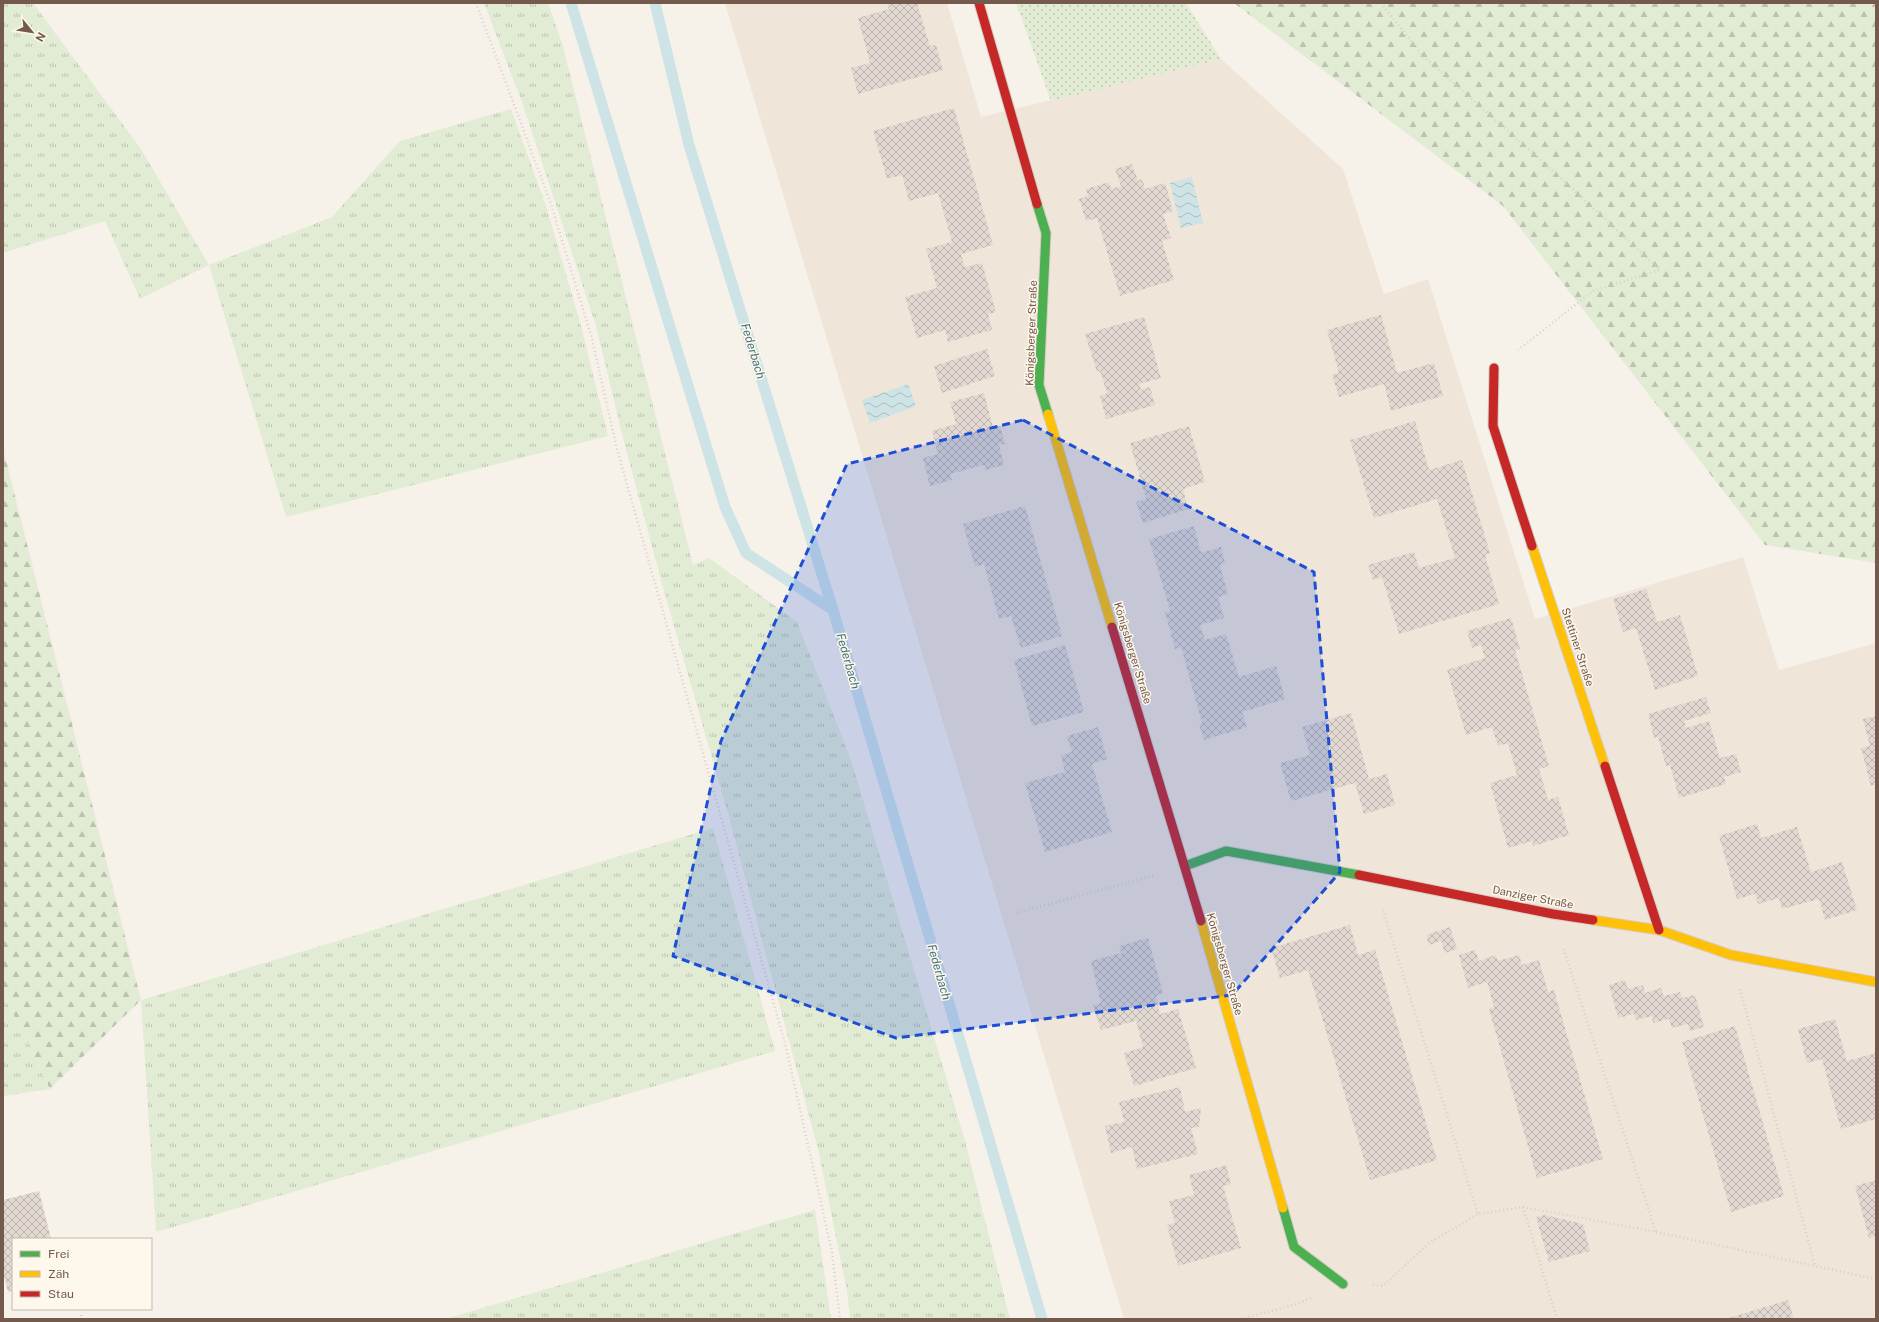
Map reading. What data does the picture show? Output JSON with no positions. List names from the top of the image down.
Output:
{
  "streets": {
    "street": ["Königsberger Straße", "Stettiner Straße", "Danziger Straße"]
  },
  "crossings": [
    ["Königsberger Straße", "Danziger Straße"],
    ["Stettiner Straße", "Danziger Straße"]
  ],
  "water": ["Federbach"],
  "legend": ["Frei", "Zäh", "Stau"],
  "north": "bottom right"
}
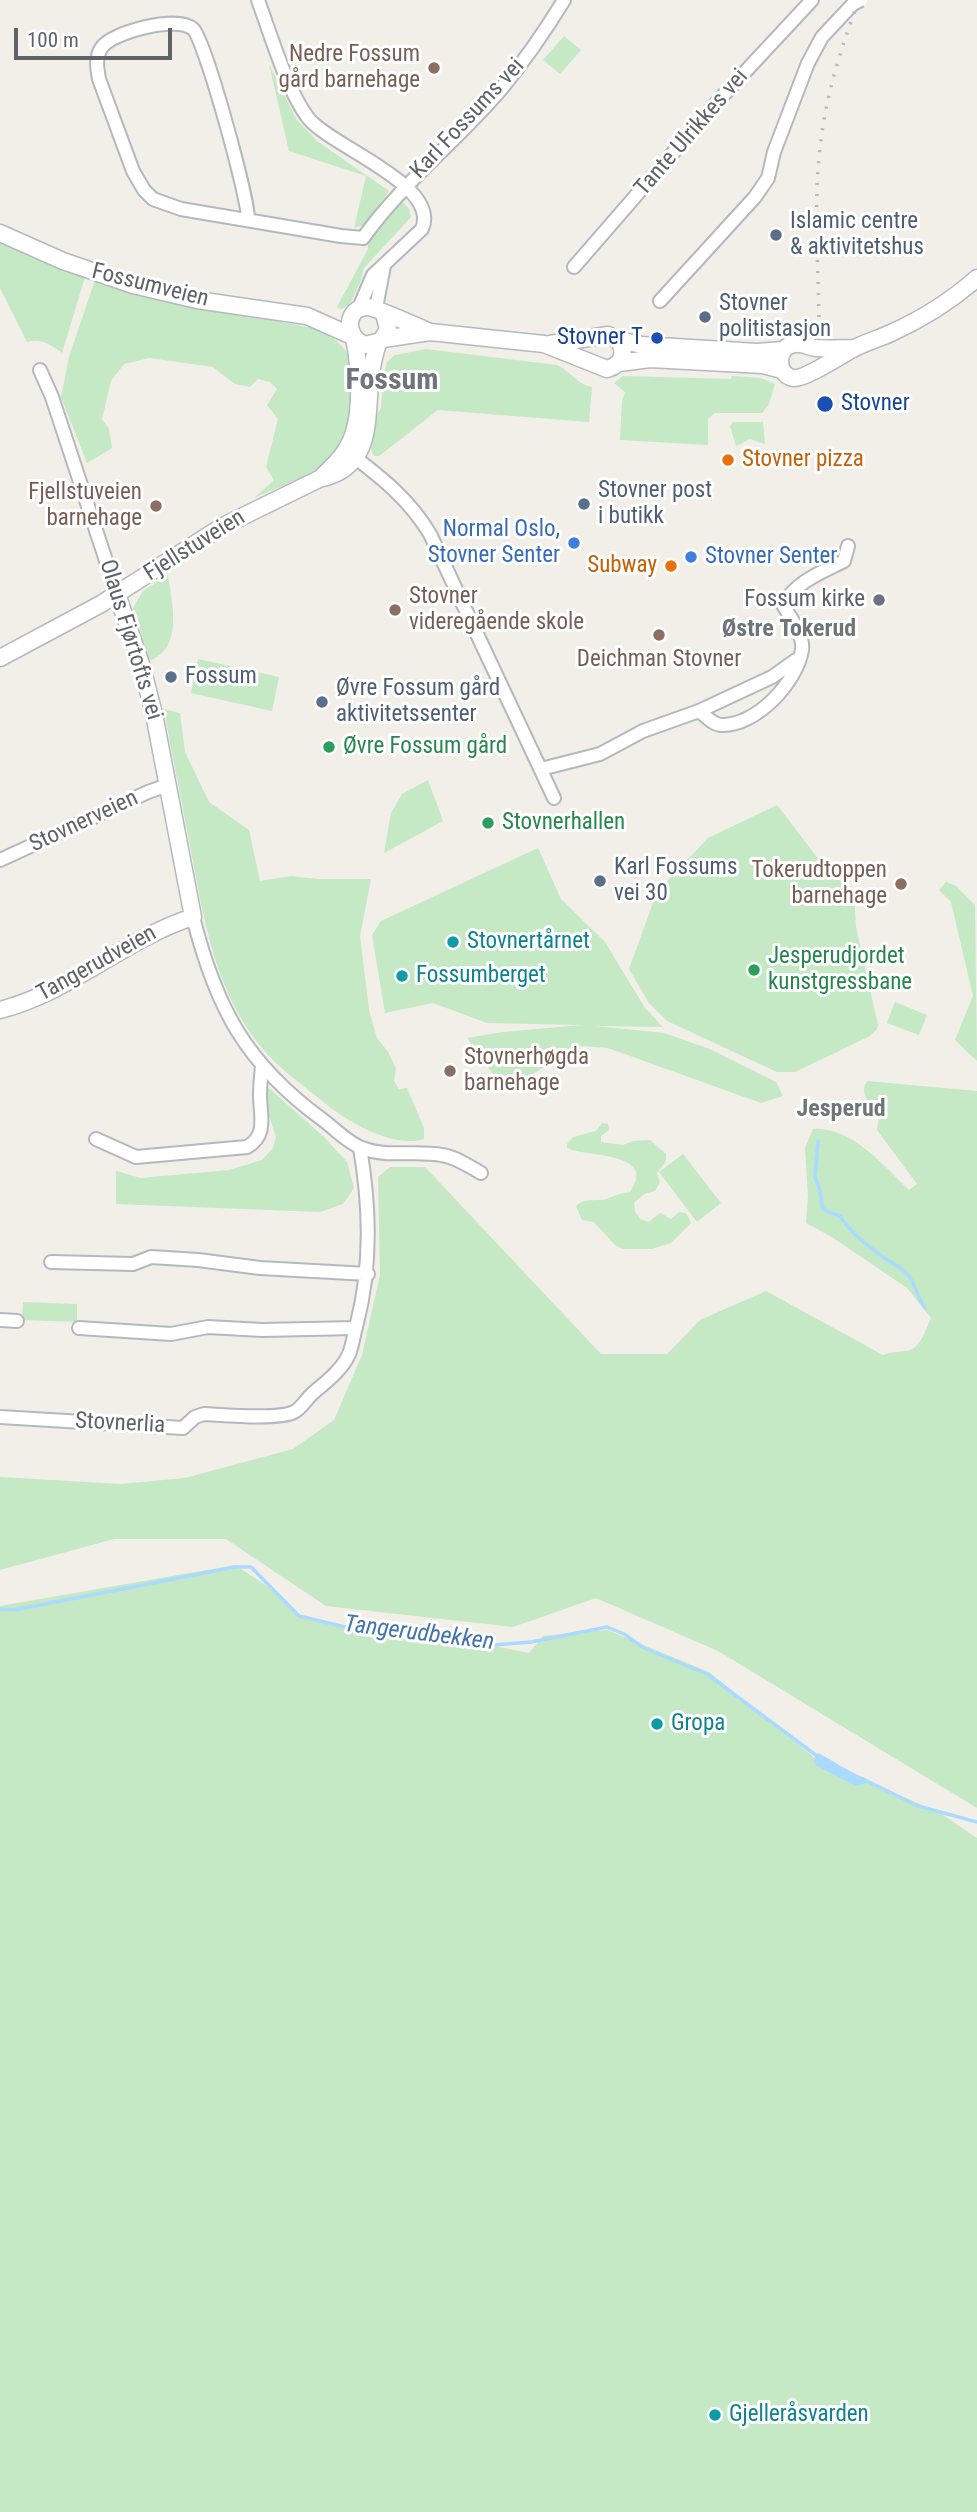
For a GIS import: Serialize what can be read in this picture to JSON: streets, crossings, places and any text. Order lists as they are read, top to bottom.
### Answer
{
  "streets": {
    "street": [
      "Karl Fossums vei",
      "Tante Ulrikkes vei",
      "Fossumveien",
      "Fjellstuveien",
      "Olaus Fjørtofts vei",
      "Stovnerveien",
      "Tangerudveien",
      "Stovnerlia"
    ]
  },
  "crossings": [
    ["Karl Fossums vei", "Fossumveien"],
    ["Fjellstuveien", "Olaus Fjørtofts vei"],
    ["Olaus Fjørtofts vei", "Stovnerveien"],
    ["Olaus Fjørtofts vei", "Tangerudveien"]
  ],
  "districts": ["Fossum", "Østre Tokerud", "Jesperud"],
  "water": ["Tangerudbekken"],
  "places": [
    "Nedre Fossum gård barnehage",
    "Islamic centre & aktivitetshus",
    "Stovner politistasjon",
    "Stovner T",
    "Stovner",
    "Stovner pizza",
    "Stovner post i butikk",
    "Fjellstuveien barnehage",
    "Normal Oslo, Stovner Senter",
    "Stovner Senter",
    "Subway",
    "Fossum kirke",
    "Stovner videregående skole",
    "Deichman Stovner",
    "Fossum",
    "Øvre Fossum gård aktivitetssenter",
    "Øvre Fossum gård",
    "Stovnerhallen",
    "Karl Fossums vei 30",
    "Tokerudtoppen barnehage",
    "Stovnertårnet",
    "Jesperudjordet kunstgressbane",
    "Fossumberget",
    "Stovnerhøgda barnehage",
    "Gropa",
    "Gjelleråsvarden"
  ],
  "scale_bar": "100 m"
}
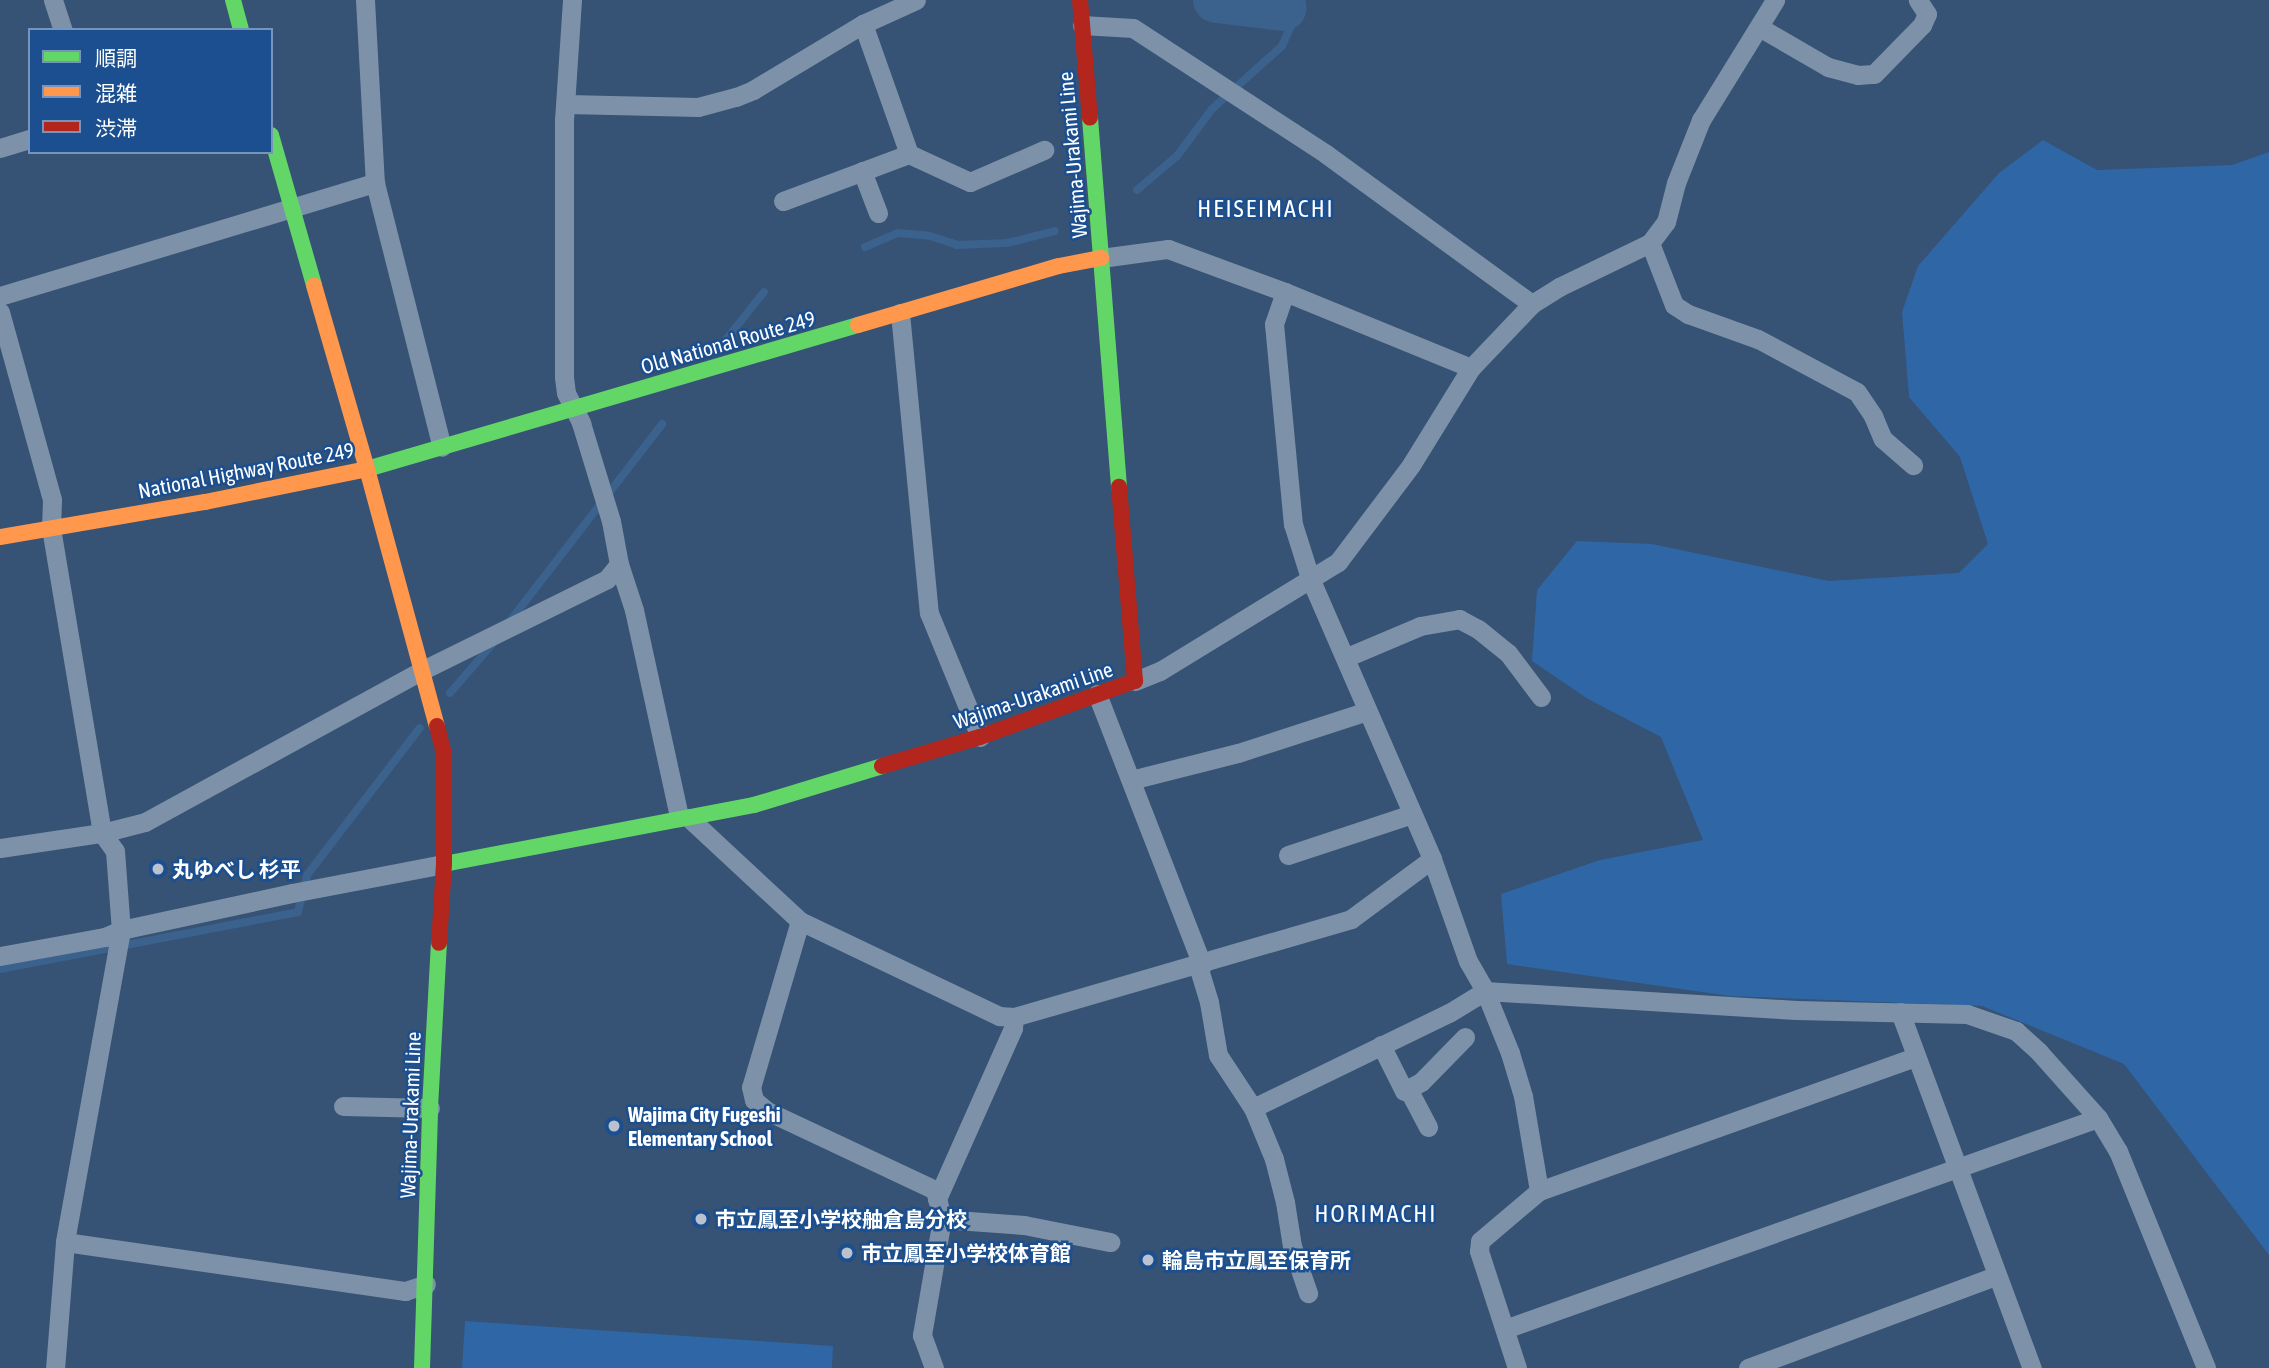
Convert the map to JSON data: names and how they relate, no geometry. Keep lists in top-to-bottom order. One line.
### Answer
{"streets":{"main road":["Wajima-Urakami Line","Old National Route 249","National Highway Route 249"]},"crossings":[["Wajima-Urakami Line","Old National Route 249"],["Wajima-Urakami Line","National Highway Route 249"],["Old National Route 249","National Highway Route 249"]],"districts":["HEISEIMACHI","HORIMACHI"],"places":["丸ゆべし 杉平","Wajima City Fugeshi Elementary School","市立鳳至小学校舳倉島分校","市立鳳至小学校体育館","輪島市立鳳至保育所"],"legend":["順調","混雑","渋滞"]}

====================

▶ _What to work on_:
All lines above that contain the word "lists" are to be copied.

▶ _Result of the task_:
For a GIS import: Serialize what can be read in this picture to JSON: streets, crossings, places and any text. Order lists as they are read, top to bottom.
Convert the map to JSON data: names and how they relate, no geometry. Keep lists in top-to-bottom order. One line.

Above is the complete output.